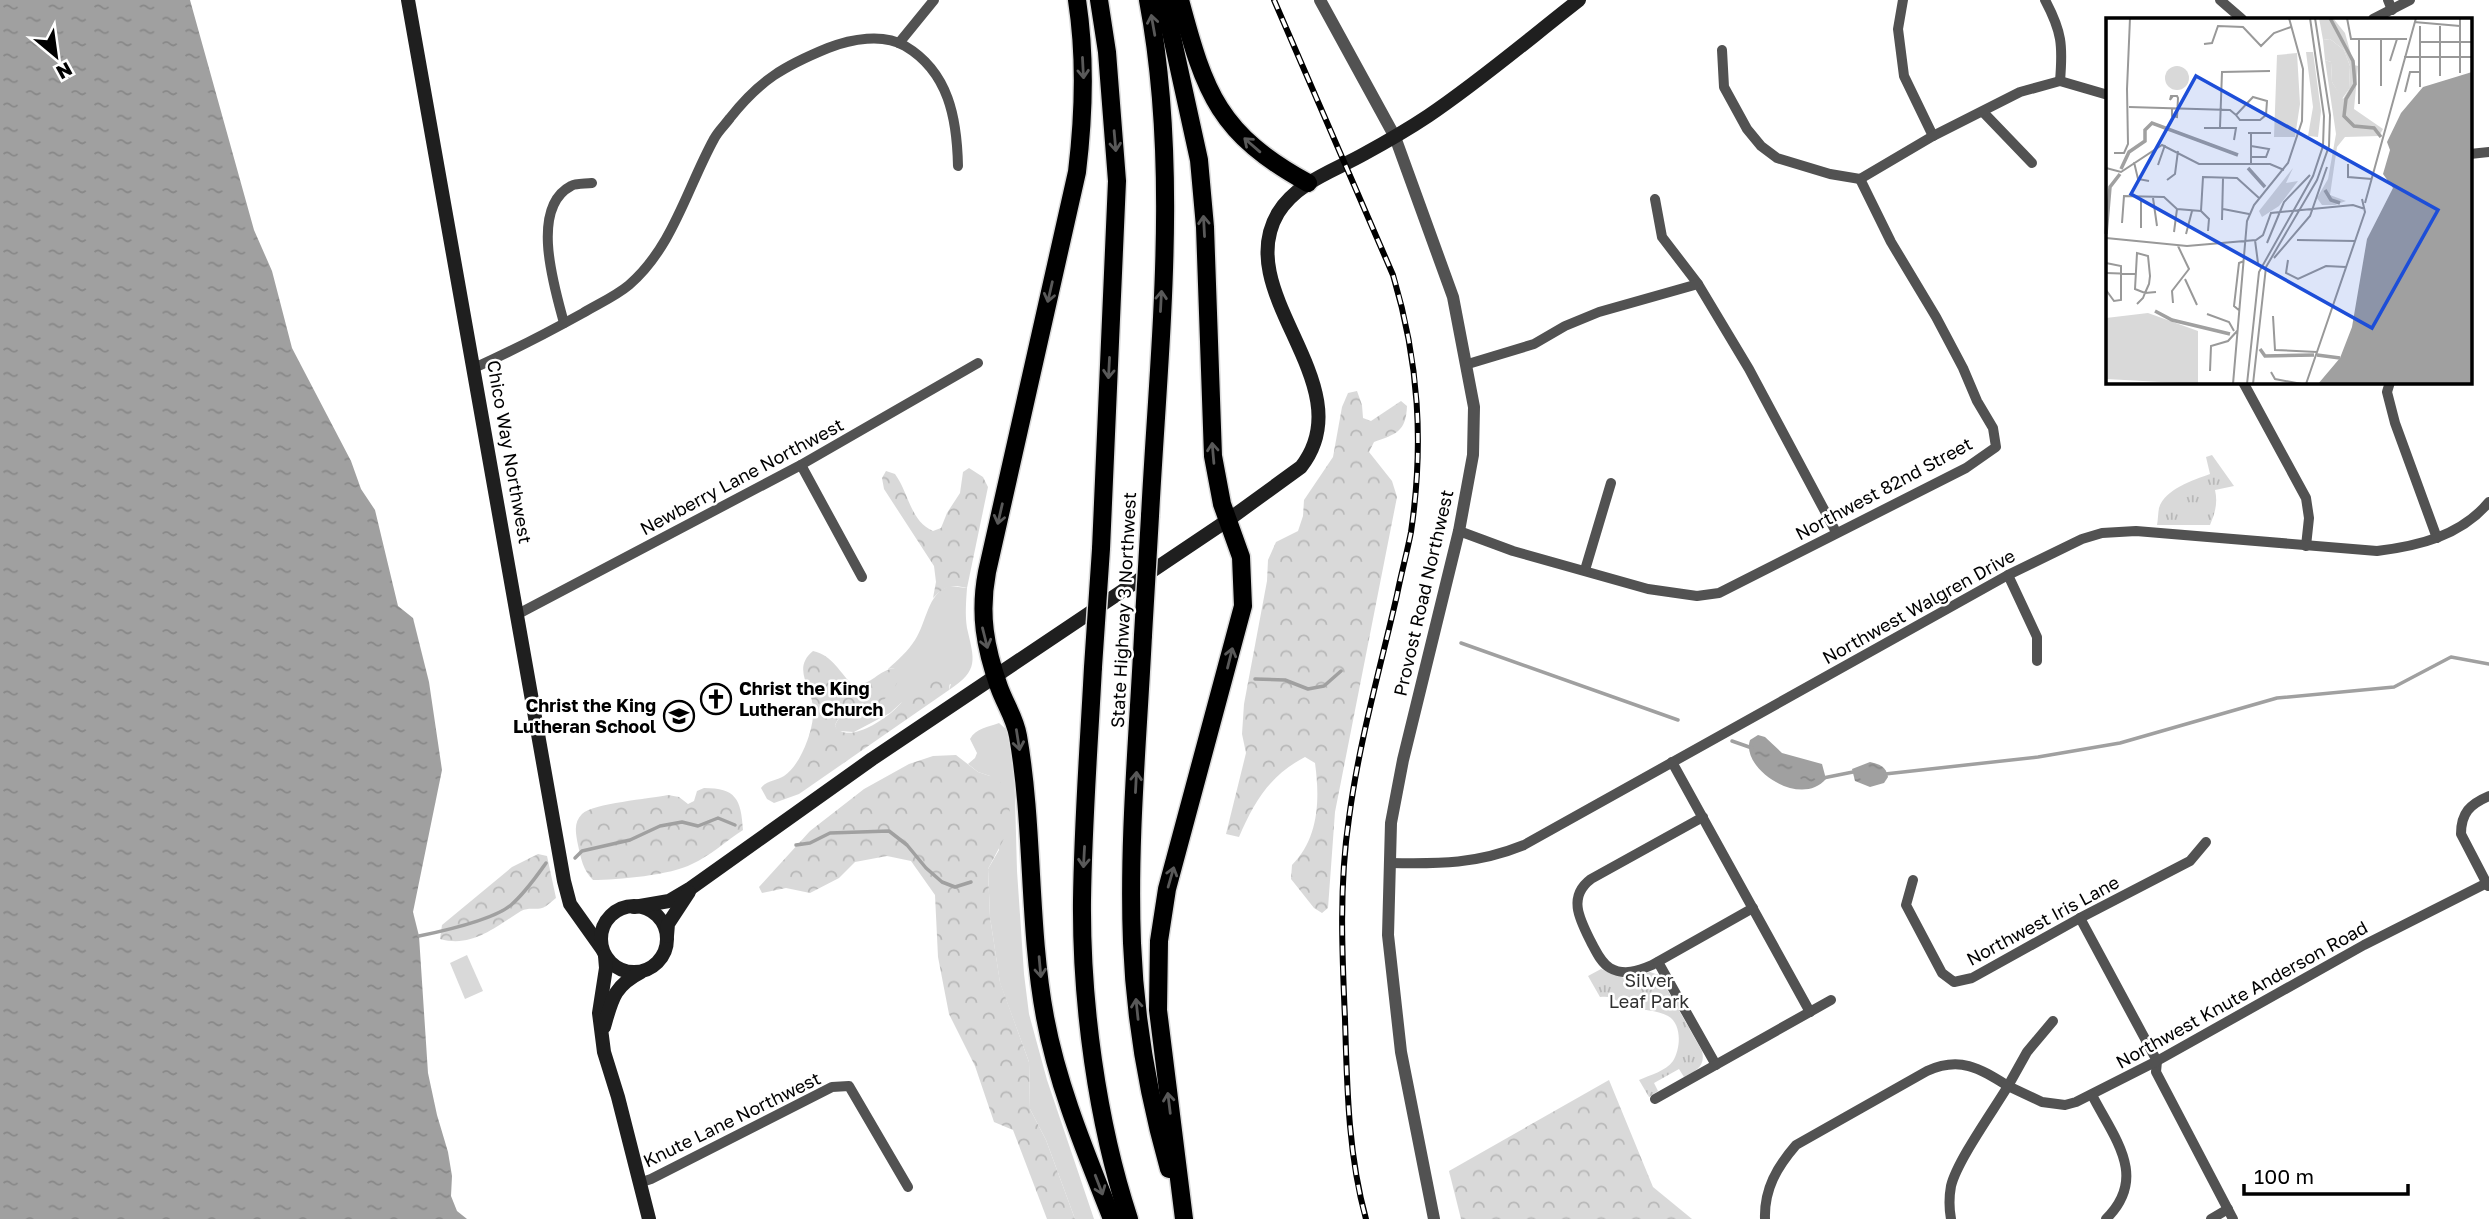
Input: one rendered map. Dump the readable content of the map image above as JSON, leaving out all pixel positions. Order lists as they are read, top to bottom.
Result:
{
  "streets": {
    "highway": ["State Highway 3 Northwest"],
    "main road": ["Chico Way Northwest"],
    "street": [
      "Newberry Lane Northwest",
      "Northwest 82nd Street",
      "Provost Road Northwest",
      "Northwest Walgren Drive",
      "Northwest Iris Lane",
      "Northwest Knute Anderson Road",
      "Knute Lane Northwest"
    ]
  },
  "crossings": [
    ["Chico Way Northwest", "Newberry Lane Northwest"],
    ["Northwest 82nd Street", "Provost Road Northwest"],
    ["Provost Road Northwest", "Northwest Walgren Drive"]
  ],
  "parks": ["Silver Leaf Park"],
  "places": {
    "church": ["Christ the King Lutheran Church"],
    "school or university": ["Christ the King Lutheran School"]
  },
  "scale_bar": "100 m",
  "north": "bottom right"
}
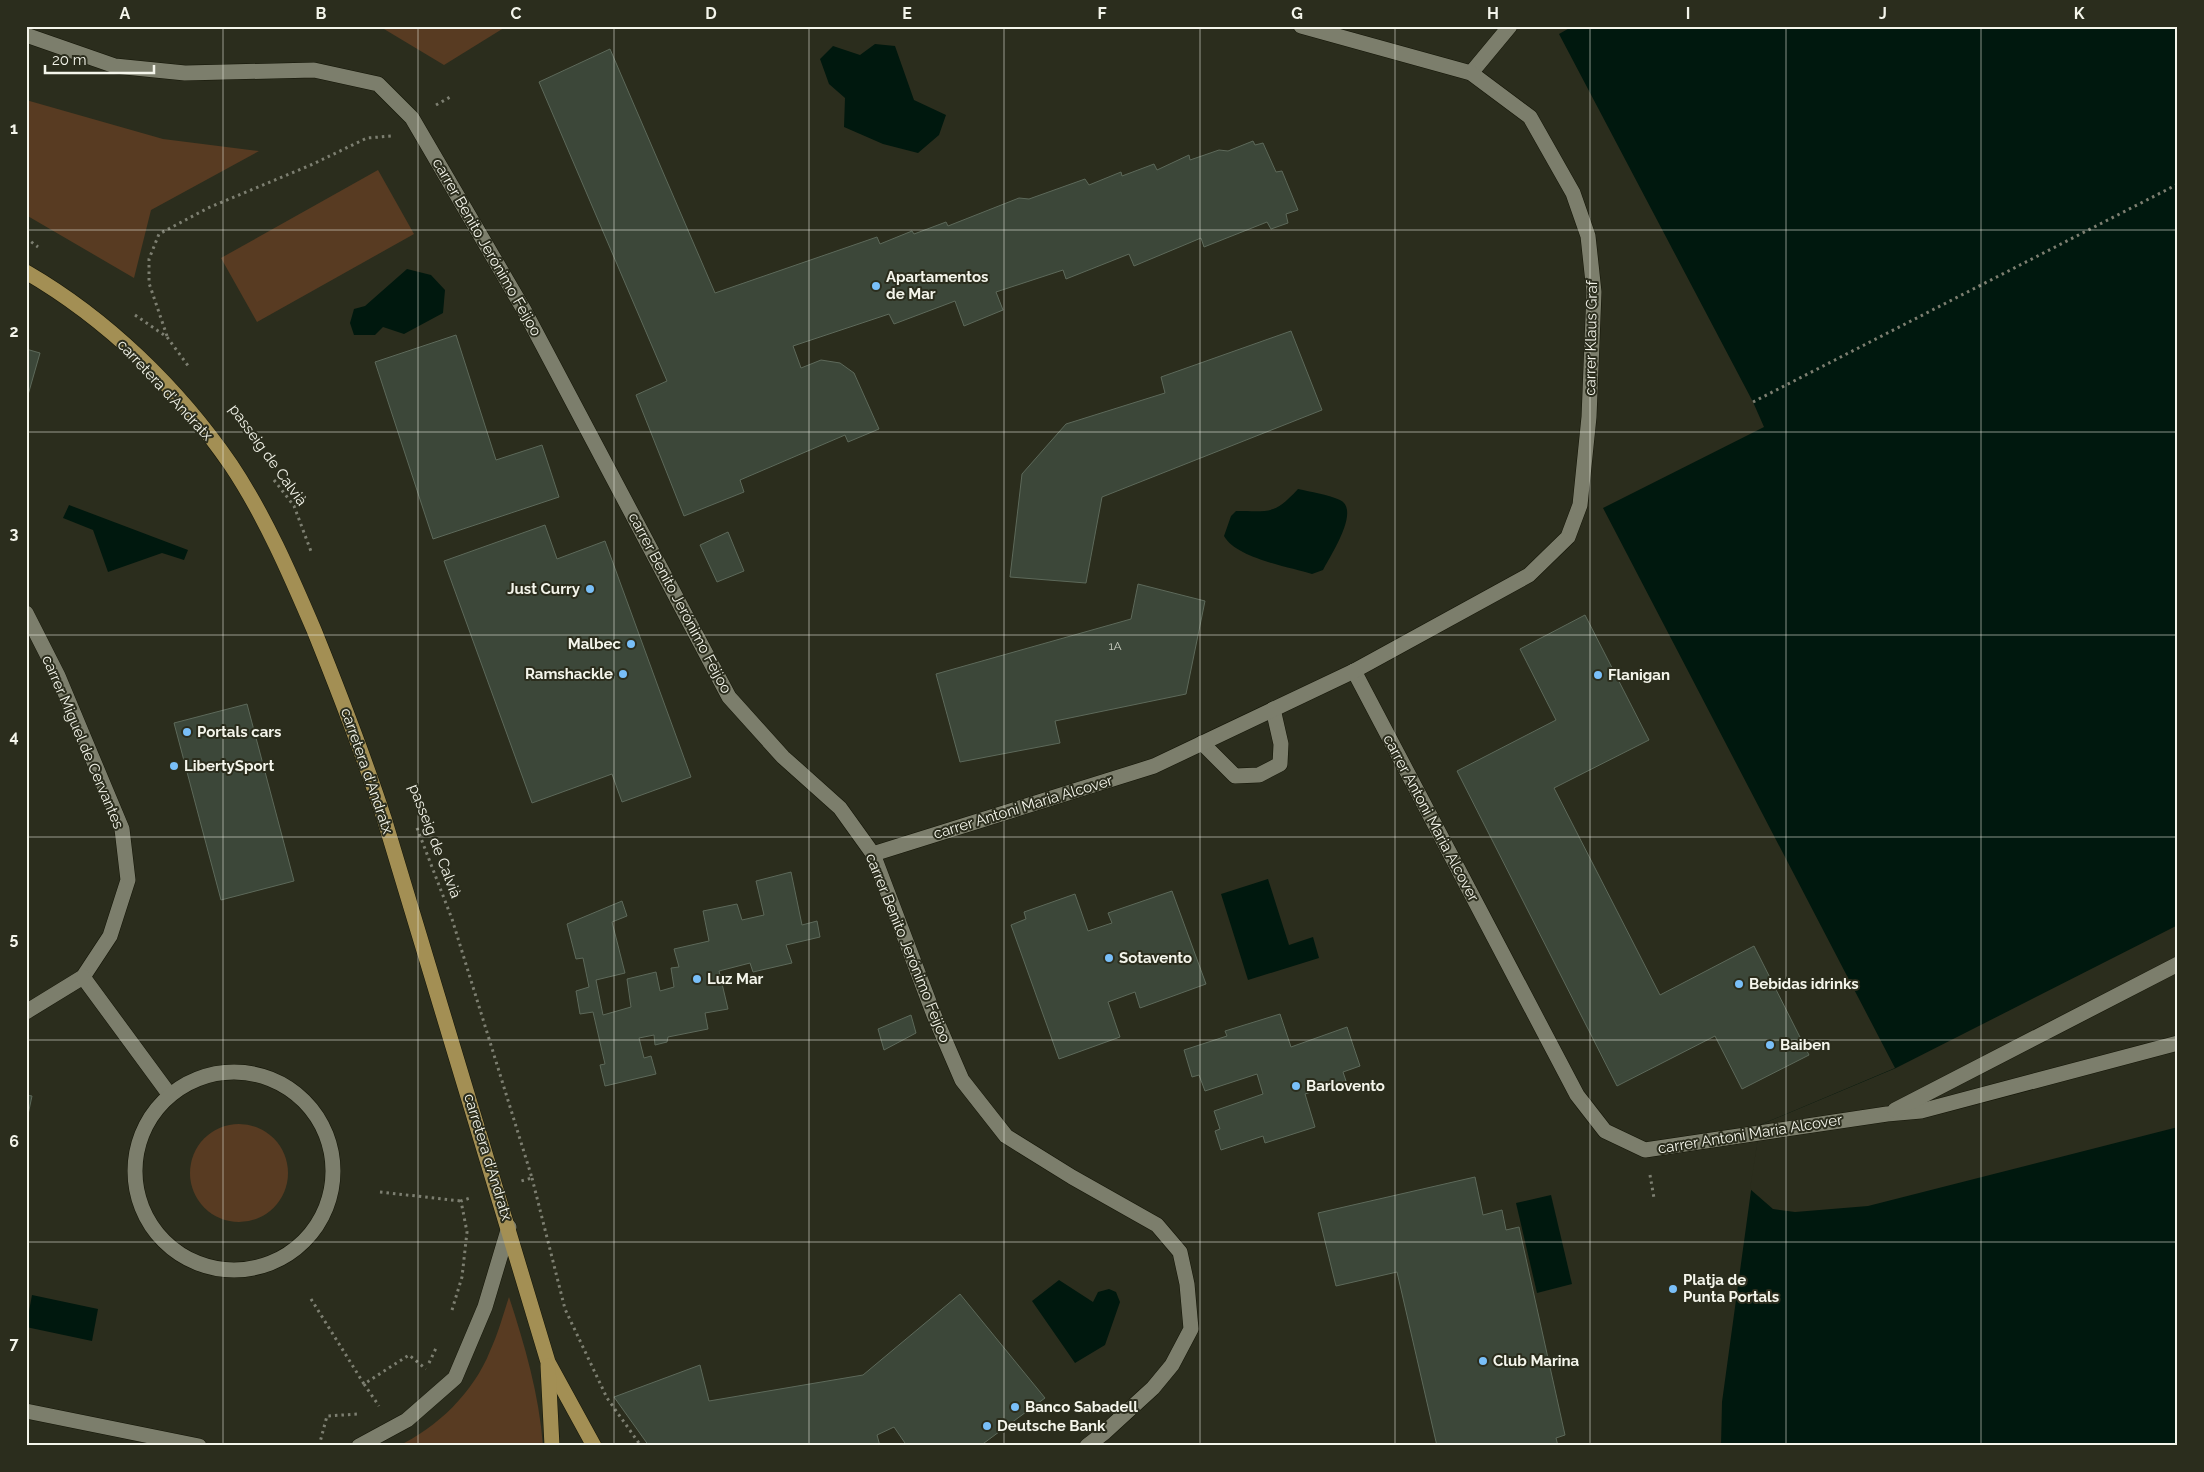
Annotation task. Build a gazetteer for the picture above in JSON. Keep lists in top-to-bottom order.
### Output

★ ★ ★

Across all the entries, count the lines that contain the word "lists" and give the number by itself.

**Completed exercise**
2